Toki Hirose

Posted on Apr 4 • Edited on Apr 25

4. Constructing a Station-Level Statistical Manifold with Dual Flat Structure from Pedestrian Trajectories

#analytics #datascience #learning

Note:I use AI assistance to draft and polish the English, but the analysis, interpretation, and core ideas are my own. Learning to write technical English is itself part of this project.

Introduction

In this article, I extend the pedestrian trajectory feature distributions measured in Article 3 to analyze pedestrian trajectory distributions across multiple urban locations. Rather than applying PCA, I construct a manifold where each location's distribution becomes a single coordinate point, and compute KL divergences based on dual flat structure for comparison between stations. By embedding each observation point's information onto the manifold, we can connect how differences in pedestrian behavioral dynamics are influenced by differences in urban spatial structure — a connection developed further in the next article.

The key idea is to treat individual pedestrian trajectory observations not as isolated events, but as distributions where each observation point becomes a single point on the information-geometric manifold. Comparing stations on geodesics with dual flat structure — separating natural parameters from expectation parameters of the pedestrian trajectory distributions — allows us to observe non-linear behavioral differences in a geometrically precise way.

Motivation

At the end of last year, I read Spivak's "Can the Subaltern Speak?" I felt that the method of searching for where silence lies is similar to acoustic reflection surveying in geophysics. Acoustic reflection surveying sends sound into the ground; where strata boundaries exist, reflection intensity changes. Graphing the vertical intensity changes reveals stratum surfaces as regions of high reflection. Where liquid exists underground, reflections become chaotic rather than coherent.

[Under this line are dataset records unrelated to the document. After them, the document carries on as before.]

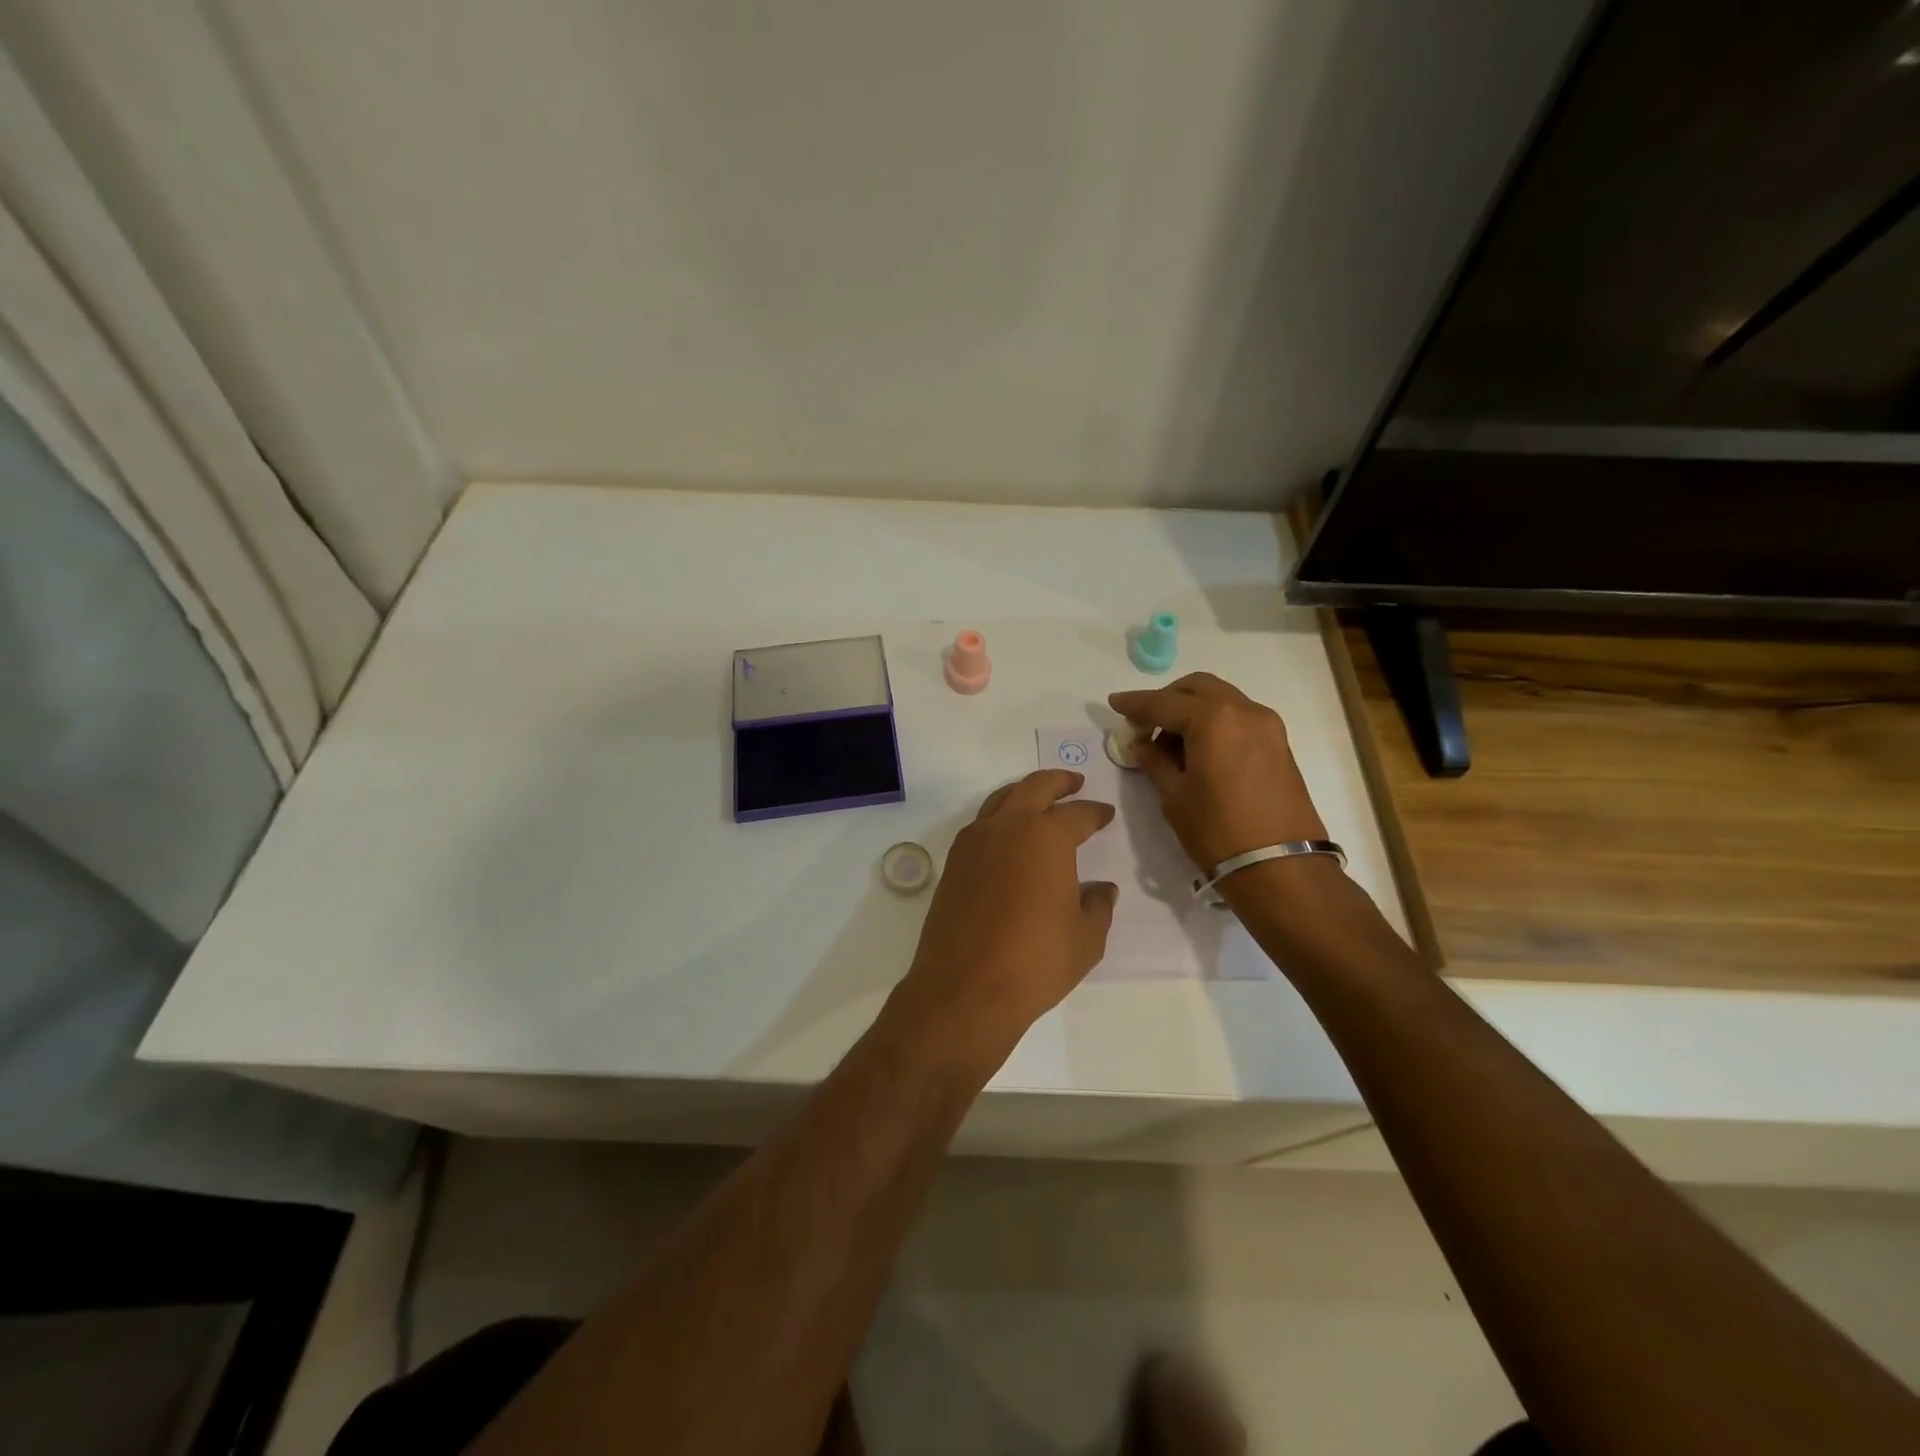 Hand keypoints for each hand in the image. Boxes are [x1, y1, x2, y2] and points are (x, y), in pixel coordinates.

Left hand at [893, 770, 1117, 1062]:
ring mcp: (974, 842)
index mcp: (1047, 837)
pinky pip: (980, 825)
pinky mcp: (953, 863)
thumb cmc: (1036, 962)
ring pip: (1001, 800)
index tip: (1106, 814)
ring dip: (1024, 794)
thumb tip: (1102, 889)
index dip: (1095, 812)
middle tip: (1073, 783)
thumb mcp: (1086, 938)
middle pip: (1034, 787)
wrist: (965, 988)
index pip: (1078, 814)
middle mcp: (1008, 827)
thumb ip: (1098, 906)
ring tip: (1039, 802)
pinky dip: (999, 819)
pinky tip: (1008, 837)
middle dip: (1058, 781)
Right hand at [1108, 672, 1327, 872]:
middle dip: (1166, 699)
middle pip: (1197, 688)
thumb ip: (1154, 761)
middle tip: (1143, 724)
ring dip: (1191, 710)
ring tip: (1169, 743)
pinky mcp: (1279, 743)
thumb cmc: (1218, 832)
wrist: (1281, 868)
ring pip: (1220, 699)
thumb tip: (1142, 744)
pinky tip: (1197, 750)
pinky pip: (1238, 717)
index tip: (1114, 703)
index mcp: (1214, 719)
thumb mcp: (1175, 796)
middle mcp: (1244, 711)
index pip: (1164, 702)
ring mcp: (1267, 725)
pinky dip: (1213, 722)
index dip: (1135, 703) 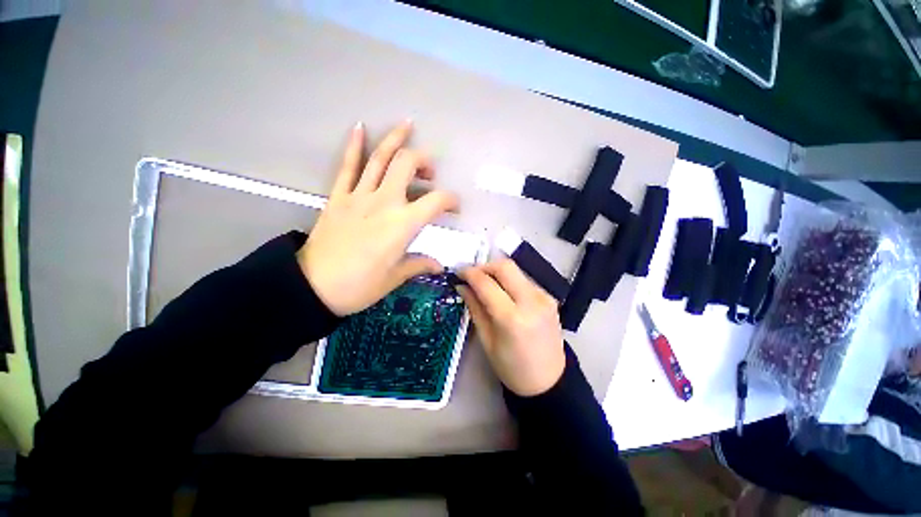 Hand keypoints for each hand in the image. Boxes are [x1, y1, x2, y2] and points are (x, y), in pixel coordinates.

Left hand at [299, 121, 458, 315]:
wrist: (313, 287)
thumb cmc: (360, 286)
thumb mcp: (395, 277)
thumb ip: (419, 265)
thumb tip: (439, 266)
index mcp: (403, 224)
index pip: (436, 201)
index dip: (451, 200)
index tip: (455, 208)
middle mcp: (384, 202)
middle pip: (407, 165)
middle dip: (424, 161)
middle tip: (431, 172)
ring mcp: (359, 196)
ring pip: (380, 158)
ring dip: (395, 139)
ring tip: (407, 125)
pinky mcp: (338, 197)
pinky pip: (347, 166)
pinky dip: (354, 145)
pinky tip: (359, 127)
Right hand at [458, 259, 566, 396]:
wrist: (550, 381)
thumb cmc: (512, 368)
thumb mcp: (487, 340)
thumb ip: (475, 308)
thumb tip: (462, 286)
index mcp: (512, 318)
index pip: (487, 283)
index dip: (469, 273)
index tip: (458, 273)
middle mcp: (531, 301)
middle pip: (505, 266)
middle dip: (484, 266)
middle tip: (471, 275)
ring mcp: (544, 297)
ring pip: (516, 270)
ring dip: (497, 272)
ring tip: (485, 284)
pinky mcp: (549, 297)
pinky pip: (524, 279)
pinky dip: (509, 280)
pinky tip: (503, 292)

When ideology is treated as its environment, well-discussed places show clear strata surfaces, while places that go undiscussed become regions that cannot be measured by that observation method. Like acoustic reflection surveying, the purpose of this series is to capture reflection surfaces by applying some action and identify where invisible places are.

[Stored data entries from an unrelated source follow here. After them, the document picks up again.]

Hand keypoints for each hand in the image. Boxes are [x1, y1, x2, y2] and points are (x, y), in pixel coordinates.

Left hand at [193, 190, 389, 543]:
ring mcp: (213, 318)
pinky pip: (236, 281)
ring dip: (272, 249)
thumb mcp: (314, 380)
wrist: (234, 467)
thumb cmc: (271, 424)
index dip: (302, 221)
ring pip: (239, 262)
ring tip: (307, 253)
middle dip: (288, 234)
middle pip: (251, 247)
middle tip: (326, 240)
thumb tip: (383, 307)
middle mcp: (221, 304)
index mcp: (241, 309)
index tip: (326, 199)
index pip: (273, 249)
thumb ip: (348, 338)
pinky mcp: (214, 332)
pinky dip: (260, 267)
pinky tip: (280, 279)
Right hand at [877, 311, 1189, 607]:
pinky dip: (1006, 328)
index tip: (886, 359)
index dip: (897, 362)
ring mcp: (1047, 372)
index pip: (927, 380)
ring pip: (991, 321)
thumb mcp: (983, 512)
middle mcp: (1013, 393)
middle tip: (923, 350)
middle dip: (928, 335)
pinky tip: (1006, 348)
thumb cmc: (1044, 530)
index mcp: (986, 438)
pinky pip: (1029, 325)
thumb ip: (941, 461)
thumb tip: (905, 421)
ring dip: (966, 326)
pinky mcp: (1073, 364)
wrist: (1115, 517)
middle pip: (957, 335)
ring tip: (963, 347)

Around the same time, I encountered information geometry. KL divergence measures the asymmetric difference between two distributions. I thought that invisible differences between places — the kind that symmetric metrics erase — might emerge precisely in that asymmetry.

Methodological Foundation

Why Information Geometry Over PCA?

PCA's essential operation is dimensionality reduction — discarding data. It treats observations as points in Euclidean space and projects onto directions of maximum variance, focusing on the observations themselves and summarizing inter-indicator relationships linearly. Euclidean distance between parameters does not correspond to "statistical distinguishability."

Information geometry addresses this through its dual flat structure:

Distributions as manifold points: Entire distributions are the unit of analysis, not individual observations
Fisher metric: The unique invariant metric on statistical manifolds, measuring distance as statistical distinguishability — how easily two distributions can be separated from data
Dual structure (e-connection / m-connection): Naturally separates observational indicators from distributional parameters:
- e-connection: captures changes in natural parameters (generative mechanisms)
- m-connection: captures changes in expectation parameters (observable statistics)
- The same observed change may reflect different magnitudes of change in the generative mechanism depending on the location on the manifold — a non-symmetry PCA cannot capture in principle

Station as a Point on the Manifold

Data was collected at five locations: Ginza 1-chome, Ginza 2-chome, Shinjuku, Kamata, and Shinbashi.

point_name	tracks	lat	lon	point attribution
Ginza1	618	35.67380	139.76772	Shopping / Tourism
Ginza2	517	35.67385	139.76775	Shopping / Tourism
Shinjuku	989	35.69183	139.70259	Large-scale commercial / Transit hub
Kamata	745	35.56262	139.71545	Commercial / Transit hub
Shinbashi	1106	35.66575	139.75797	Business

The point attribution labels indicate the urban function and regional character of each location. "Shopping/Tourism" suggests pedestrian influx is primarily for sightseeing and shopping; "Business" indicates a high proportion of commuting and work-related use.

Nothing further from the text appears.